The people who were close to me at the time started to do new things, forbidden things. Their lives began to fall apart completely, and I would watch in sorrow as they traded the remains of their dignity for portions of pleasure. It was frustrating because I felt like I was the only one who could see it. So at the age of 15 years old, I started to refuse drinks. I ceased going out with my friends, and turned my attention to my studies.
I became interested in mathematics and physics. I devoted a lot of my time to my study and ended up doing exceptionally in my TER. The most important thing that I developed during my later high school years was a clear sense of choice and individualism, the most important thing to me in the world. The ability to say no, where most would say yes. I cherished this gift. I felt that if, as a teenager, I could say no to alcohol that which epitomised teenage society, I could make my own choices in any situation. As a result, I started to question peoples actions directly to their face. I would start to pick up patterns in people’s behaviour that they wouldn’t be able to see at all.
I found my fellow teenagers to be very much like computers – they could only do what they had been programmed to do. Humans are generally more capable than computers, as we have a concept of self, the ability to step out of the system we are in and examine it from the outside. A computer can not do this. I lost many friends as a result of heated arguments regarding morality. I had a sense of righteousness which I needed to express, but nobody would have any of it. I do not blame them, the same way I do not blame computers for not being able to construct proofs to unsolved mathematical problems.
I was, at the young age of 18, an extremely lonely teenager. Although I had (and still do) a very beautiful and wonderful girlfriend, I would find myself disconnected from my fellow university students. They had been stuck at study desks for the past few years and had clearly developed an idea of what they called “expression and freedom”, or even sometimes “liberation”. But these were ideas which I had got out of my system years ago.

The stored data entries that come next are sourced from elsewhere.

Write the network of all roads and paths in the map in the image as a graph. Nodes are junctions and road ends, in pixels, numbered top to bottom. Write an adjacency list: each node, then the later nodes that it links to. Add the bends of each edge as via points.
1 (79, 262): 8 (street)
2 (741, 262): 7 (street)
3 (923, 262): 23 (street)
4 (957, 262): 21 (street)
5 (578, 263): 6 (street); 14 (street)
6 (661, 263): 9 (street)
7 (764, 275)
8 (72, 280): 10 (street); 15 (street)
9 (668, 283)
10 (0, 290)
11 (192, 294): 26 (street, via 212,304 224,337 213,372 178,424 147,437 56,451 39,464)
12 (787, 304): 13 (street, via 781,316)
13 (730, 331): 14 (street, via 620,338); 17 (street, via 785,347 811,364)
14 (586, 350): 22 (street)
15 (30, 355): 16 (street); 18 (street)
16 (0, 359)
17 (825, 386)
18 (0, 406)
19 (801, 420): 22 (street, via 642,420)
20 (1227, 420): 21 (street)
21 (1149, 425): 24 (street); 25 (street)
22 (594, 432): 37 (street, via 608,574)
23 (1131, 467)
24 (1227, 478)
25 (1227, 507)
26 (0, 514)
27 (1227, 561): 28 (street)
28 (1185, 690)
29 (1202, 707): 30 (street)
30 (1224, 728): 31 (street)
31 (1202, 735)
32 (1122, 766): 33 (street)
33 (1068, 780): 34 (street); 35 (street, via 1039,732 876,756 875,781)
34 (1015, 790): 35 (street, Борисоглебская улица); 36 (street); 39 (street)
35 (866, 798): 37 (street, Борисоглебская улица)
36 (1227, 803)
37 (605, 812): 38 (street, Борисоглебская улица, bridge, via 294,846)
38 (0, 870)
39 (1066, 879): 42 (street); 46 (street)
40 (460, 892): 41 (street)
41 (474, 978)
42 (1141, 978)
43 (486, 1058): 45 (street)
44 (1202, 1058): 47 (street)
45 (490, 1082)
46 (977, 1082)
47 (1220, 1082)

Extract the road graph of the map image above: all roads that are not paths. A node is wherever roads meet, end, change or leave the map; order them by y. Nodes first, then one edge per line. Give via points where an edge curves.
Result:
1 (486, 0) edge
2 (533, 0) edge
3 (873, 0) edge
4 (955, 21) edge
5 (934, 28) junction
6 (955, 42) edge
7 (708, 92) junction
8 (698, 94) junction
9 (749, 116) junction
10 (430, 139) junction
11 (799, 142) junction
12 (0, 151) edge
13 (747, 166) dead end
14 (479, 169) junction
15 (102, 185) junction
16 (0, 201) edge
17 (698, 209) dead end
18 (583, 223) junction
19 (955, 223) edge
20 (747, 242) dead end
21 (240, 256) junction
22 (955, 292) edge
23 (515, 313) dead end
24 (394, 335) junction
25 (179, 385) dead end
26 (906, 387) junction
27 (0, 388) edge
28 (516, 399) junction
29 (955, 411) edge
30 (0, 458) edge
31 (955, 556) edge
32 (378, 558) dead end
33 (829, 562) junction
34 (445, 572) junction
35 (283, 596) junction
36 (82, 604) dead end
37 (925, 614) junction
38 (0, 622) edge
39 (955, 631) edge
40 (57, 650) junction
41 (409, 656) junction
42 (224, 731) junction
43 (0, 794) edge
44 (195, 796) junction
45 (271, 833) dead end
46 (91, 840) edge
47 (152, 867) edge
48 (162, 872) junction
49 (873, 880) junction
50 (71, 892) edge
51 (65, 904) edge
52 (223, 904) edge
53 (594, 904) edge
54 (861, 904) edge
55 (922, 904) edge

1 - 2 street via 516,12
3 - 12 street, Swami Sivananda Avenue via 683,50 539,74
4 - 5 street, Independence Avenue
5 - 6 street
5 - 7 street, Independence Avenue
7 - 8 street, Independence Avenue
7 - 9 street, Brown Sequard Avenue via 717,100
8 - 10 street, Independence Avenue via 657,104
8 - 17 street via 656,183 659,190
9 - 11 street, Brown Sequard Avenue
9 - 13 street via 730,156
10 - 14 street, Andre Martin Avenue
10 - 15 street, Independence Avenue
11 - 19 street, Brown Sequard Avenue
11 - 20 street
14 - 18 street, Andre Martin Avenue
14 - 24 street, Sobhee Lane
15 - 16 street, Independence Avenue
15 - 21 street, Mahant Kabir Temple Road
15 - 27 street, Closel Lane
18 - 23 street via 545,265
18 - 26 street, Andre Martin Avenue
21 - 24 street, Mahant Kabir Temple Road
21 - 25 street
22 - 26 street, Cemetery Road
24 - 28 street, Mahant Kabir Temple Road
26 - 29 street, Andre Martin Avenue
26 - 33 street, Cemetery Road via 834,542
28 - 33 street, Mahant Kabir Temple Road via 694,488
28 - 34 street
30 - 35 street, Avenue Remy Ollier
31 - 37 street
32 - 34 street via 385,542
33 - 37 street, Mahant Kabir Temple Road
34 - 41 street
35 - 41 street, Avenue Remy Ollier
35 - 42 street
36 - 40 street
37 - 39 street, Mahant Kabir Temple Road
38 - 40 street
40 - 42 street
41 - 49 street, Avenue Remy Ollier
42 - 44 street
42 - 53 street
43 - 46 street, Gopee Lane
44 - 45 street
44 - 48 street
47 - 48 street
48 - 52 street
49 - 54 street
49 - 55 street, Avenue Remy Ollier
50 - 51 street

This is the reason I was so disappointed when I first arrived at university, I suppose I had expected a Utopian society of intellectuals. I just wanted people to talk to. I had instead found people who had dived head first into Hedonism upon first opportunity. It still makes me sad, the dance of the wild boys and broken girls continues forever. I used to try to talk to people about it, but they would not listen. Why should they? I never did when I was 14, I was scared out of the system by seeing the damage it did to my friends. And now that I am seeing alcohol and drugs wage war on an entire student body of a university I am more scared than ever.
The hardest thing is that I have no argument. I literally do not. I would ask “So why do you have to get drunk every week?” and I would also get the same answers: “To relax”, “To have fun”, “To be more confident” etc. Well, how can I argue with that? It’s a personal choice, and as long as it doesn’t infringe upon the freedoms of individuals there is nothing that can be said about it. I have simply taken the lonely road on this one.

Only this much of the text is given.